Starry Night

A primer on style transfer

June 20, 2017 - 3 minute read -
ml intro

What makes Starry Night look like a van Gogh painting ? Is it the colours ? Is the brush stroke ? Is it the subject ? Somehow when we see this painting we associate its style to its author. If the style of the painting can be thought of as an independent component from the subject it represents, would it be possible to apply the style of Starry Night to another painting of picture ?

In A Neural Algorithm of Artistic Style [1], published in 2015 by Gatys, Ecker & Bethge, the authors try to address this question using recent advancements in Artificial Neural Networks. They were indeed able to separate content and style, allowing them to apply style to arbitrary content. Their work gave rise to beautiful pieces of work, some apps like deepart.io, Prisma or Pikazo.

So how does this work ? The premise is the following : given an image, we want an algorithm that can transfer the style of a second image onto the first (an example is shown with Starry Night in the picture above, whose style is transferred to a picture of the university of Tubingen in Germany).

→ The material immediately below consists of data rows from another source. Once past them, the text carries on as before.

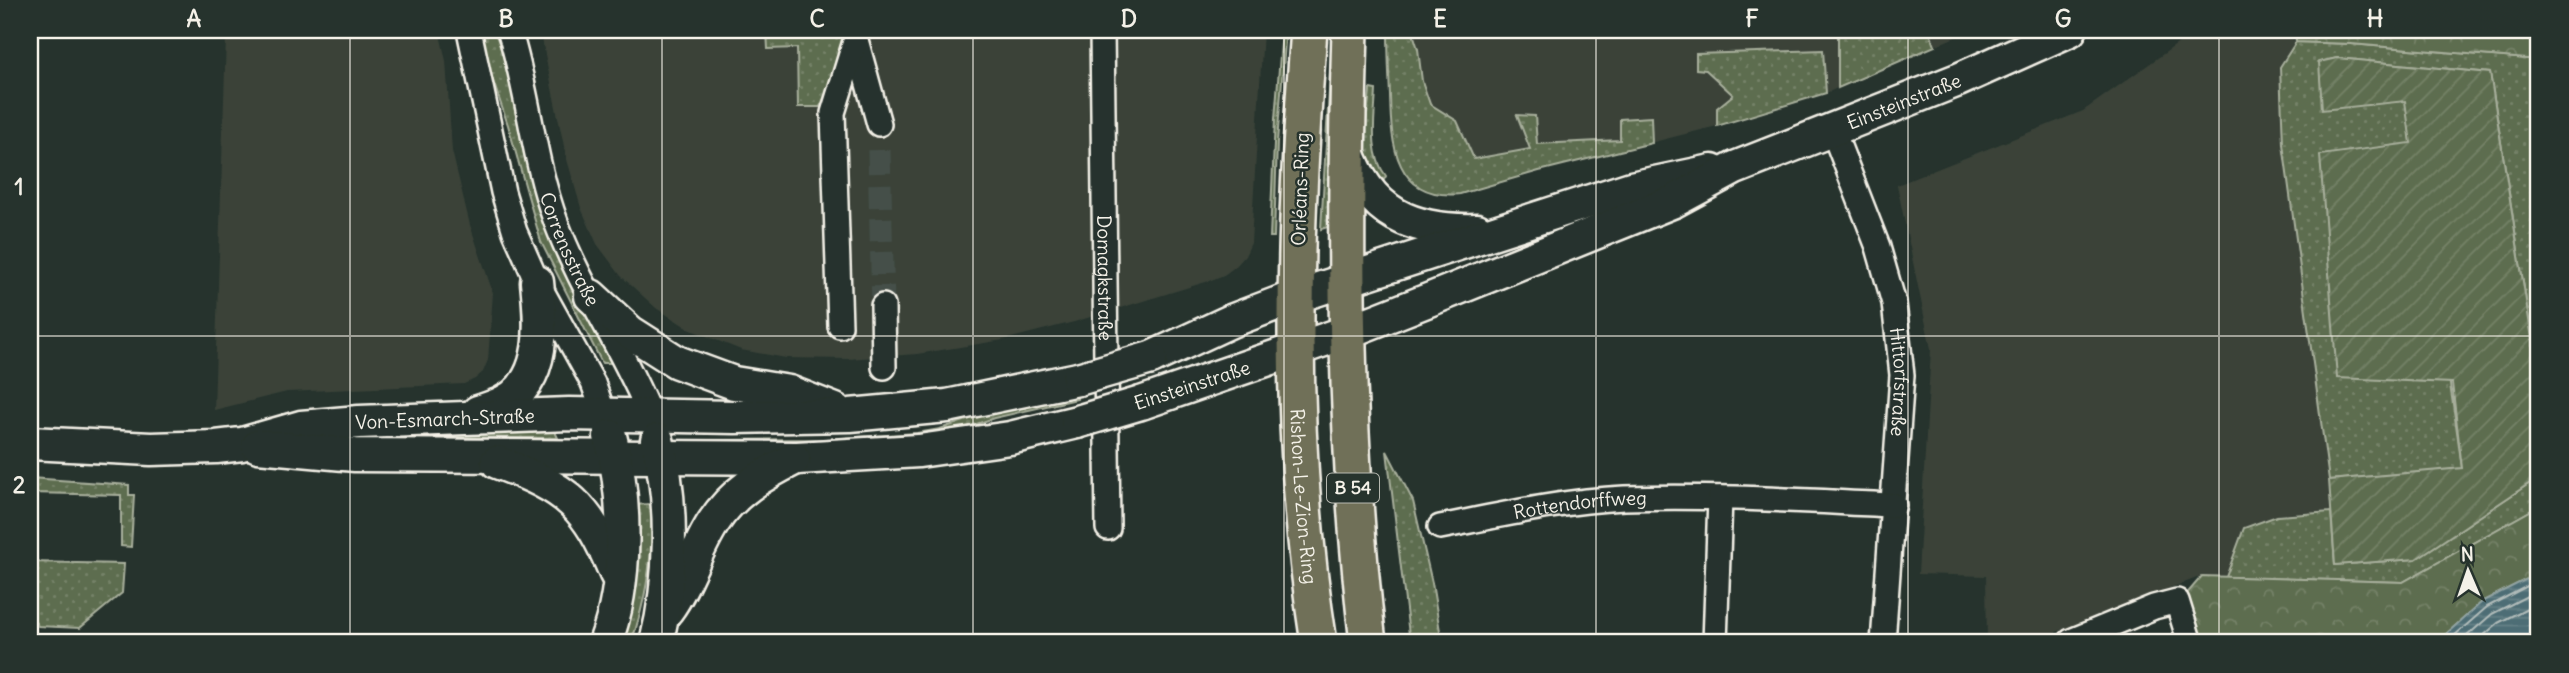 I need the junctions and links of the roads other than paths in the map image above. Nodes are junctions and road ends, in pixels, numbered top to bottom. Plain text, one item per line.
1 (469, 30) edge
2 (509, 30) edge
3 (1102, 30) edge
4 (1309, 30) edge
5 (1350, 30) edge
6 (2070, 30) edge
7 (855, 34) edge
8 (879, 124) tunnel mouth
9 (1833, 131) junction
10 (1347, 148) junction
11 (1735, 168) junction
12 (1518, 225) junction
13 (1347, 280) junction
14 (537, 282) junction
15 (591, 296) junction
16 (1297, 296) junction
17 (883, 306) tunnel mouth
18 (840, 326) dead end
19 (1348, 332) junction
20 (1297, 349) junction
21 (884, 362) dead end
22 (604, 414) junction
23 (650, 415) junction
24 (849, 415) junction
25 (459, 418) junction
26 (30, 443) edge
27 (242, 444) junction
28 (479, 455) junction
29 (616, 457) junction
30 (662, 458) junction
31 (797, 458) junction
32 (1720, 498) junction
33 (1894, 505) junction
34 (1440, 527) dead end
35 (1108, 528) dead end
36 (620, 583) junction
37 (659, 630) edge
38 (2071, 641) dead end
39 (605, 643) edge
40 (1319, 643) edge
41 (1368, 643) edge
42 (1715, 643) edge
43 (1883, 643) edge
44 (2190, 643) edge

1 - 14 street
2 - 15 street, Corrensstraße
3 - 35 street, Domagkstraße
4 - 16 main road, Orléans-Ring / B 54
5 - 10 main road, B 54
6 - 9 main road, Einsteinstraße
7 - 8 street
7 - 18 street
9 - 11 main road, Einsteinstraße
9 - 33 street, Hittorfstraße
10 - 12 main road
10 - 13 main road, B 54
11 - 12 main road, Einsteinstraße
11 - 19 main road, Einsteinstraße
12 - 13 main road, Einsteinstraße
13 - 16 main road, Einsteinstraße
13 - 19 main road, B 54
14 - 22 street
14 - 25 main road
15 - 23 street, Corrensstraße
15 - 24 main road
16 - 20 main road, Orléans-Ring / B 54
16 - 24 main road, Einsteinstraße, bridge
17 - 21 street
19 - 20 main road, Einsteinstraße
19 - 41 main road, B 54
20 - 31 main road, Einsteinstraße, bridge
20 - 40 main road, Rishon-Le-Zion-Ring / B 54
22 - 23 main road, Von-Esmarch-Straße
22 - 25 main road, Von-Esmarch-Straße
22 - 29 main road
23 - 24 main road, Einsteinstraße
23 - 30 main road, Corrensstraße
25 - 27 main road, Von-Esmarch-Straße
26 - 27 main road, Von-Esmarch-Straße
27 - 28 main road, Von-Esmarch-Straße
28 - 29 main road, Von-Esmarch-Straße
28 - 36 main road
29 - 30 main road, Einsteinstraße
29 - 36 main road
30 - 31 main road, Einsteinstraße
30 - 37 main road, Corrensstraße
31 - 37 main road
32 - 33 street, Rottendorffweg
32 - 34 street, Rottendorffweg
32 - 42 street
33 - 43 street, Hittorfstraße
36 - 39 main road
38 - 44 street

When Machine Learning is applied to images, we don’t reason in terms of pure images : for a computer, as for our network, they are just a set of numbers (the pixel values). Of course this means losing a lot of information about the structure of the image : when you see a photo of a cat, you don’t count the individual pixels to recognise a cat. What you do is look for features. These are characteristics of what you are looking at that help you identify it : is it cute ? is it furry ? does it have a nose ? does it have whiskers ? …

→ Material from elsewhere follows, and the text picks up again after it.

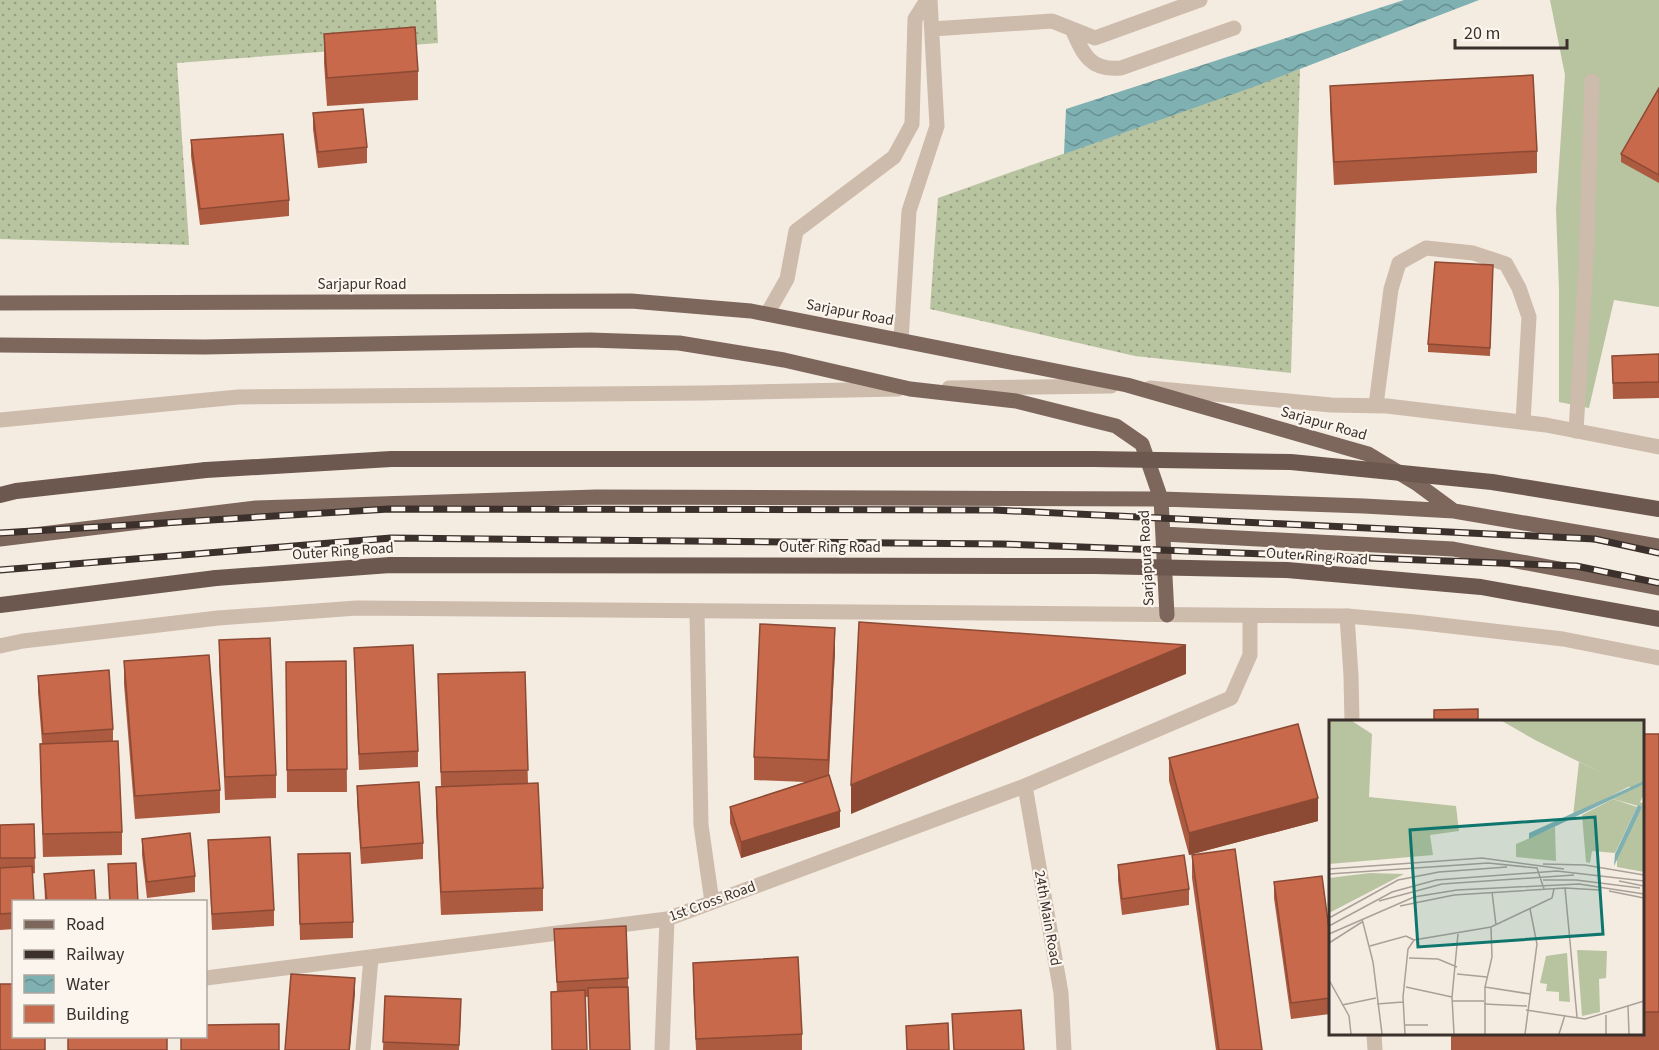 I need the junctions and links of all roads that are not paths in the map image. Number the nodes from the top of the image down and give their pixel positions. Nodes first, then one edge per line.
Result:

Thankfully, researchers have already worked on this problem. A Convolutional Neural Network extracts features from an image. It does so in an abstract manner, looking for lines or shapes. These are the elementary building blocks that you analyse to determine if the thing you’re looking at has a nose or whiskers.

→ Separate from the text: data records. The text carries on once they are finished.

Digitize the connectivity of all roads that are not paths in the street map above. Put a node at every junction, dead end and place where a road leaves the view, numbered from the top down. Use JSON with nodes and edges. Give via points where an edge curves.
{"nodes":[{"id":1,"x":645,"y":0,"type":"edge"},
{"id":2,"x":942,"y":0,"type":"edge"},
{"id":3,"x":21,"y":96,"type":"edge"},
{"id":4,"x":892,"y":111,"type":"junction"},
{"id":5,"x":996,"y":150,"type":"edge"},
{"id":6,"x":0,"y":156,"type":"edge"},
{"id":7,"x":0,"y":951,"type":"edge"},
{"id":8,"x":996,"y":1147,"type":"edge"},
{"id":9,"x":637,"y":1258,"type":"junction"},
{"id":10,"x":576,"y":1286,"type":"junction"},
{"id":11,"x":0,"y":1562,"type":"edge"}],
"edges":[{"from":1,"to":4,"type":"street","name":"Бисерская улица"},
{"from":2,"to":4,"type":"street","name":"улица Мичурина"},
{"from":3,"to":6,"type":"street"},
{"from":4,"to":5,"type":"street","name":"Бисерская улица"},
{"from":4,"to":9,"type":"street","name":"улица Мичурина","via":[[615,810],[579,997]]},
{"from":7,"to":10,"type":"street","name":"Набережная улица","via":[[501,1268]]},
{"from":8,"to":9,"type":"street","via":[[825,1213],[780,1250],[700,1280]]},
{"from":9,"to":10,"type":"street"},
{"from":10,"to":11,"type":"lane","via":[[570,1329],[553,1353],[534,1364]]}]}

CNNs are a form of Deep Learning network, meaning they have many different layers. At each layer, the representation is a bit different, each level being more or less abstract as shown in the figure above. In this paper they used a pre-existing CNN called VGG-19 developed at Oxford’s Visual Geometry Group [2].

Okay so we’ve got intermediate representations of images, encoding more or less abstract features from it. How does that help us “transfer style”. Well our goal here is to find a way to separate these features into two groups : content and style.

Let’s start with the simpler one : content. As we mentioned earlier, some of the features naturally encode the structure of the image : lines, shapes, … This is our content !

How about style ? Well this is the paper’s main contribution. They defined style as correlations, relatedness, between features. In other words, if you have some feature “blue” and some feature “swirly”, they are highly correlated in Starry Night [3]. Formally this is computed as the Gramian Matrix in the feature space, a common measure of correlation [4].

We have now got all the pieces to the puzzle ! We extract structure from the image, and style from the painting. When similar features are matched between the image and the painting (for example a “blue” part), the style from the painting is applied to the image, so that the correlations match (making the “blue” part “swirly”). The result is a transformed version of the original image which looks a lot like the painting, but retaining its structure.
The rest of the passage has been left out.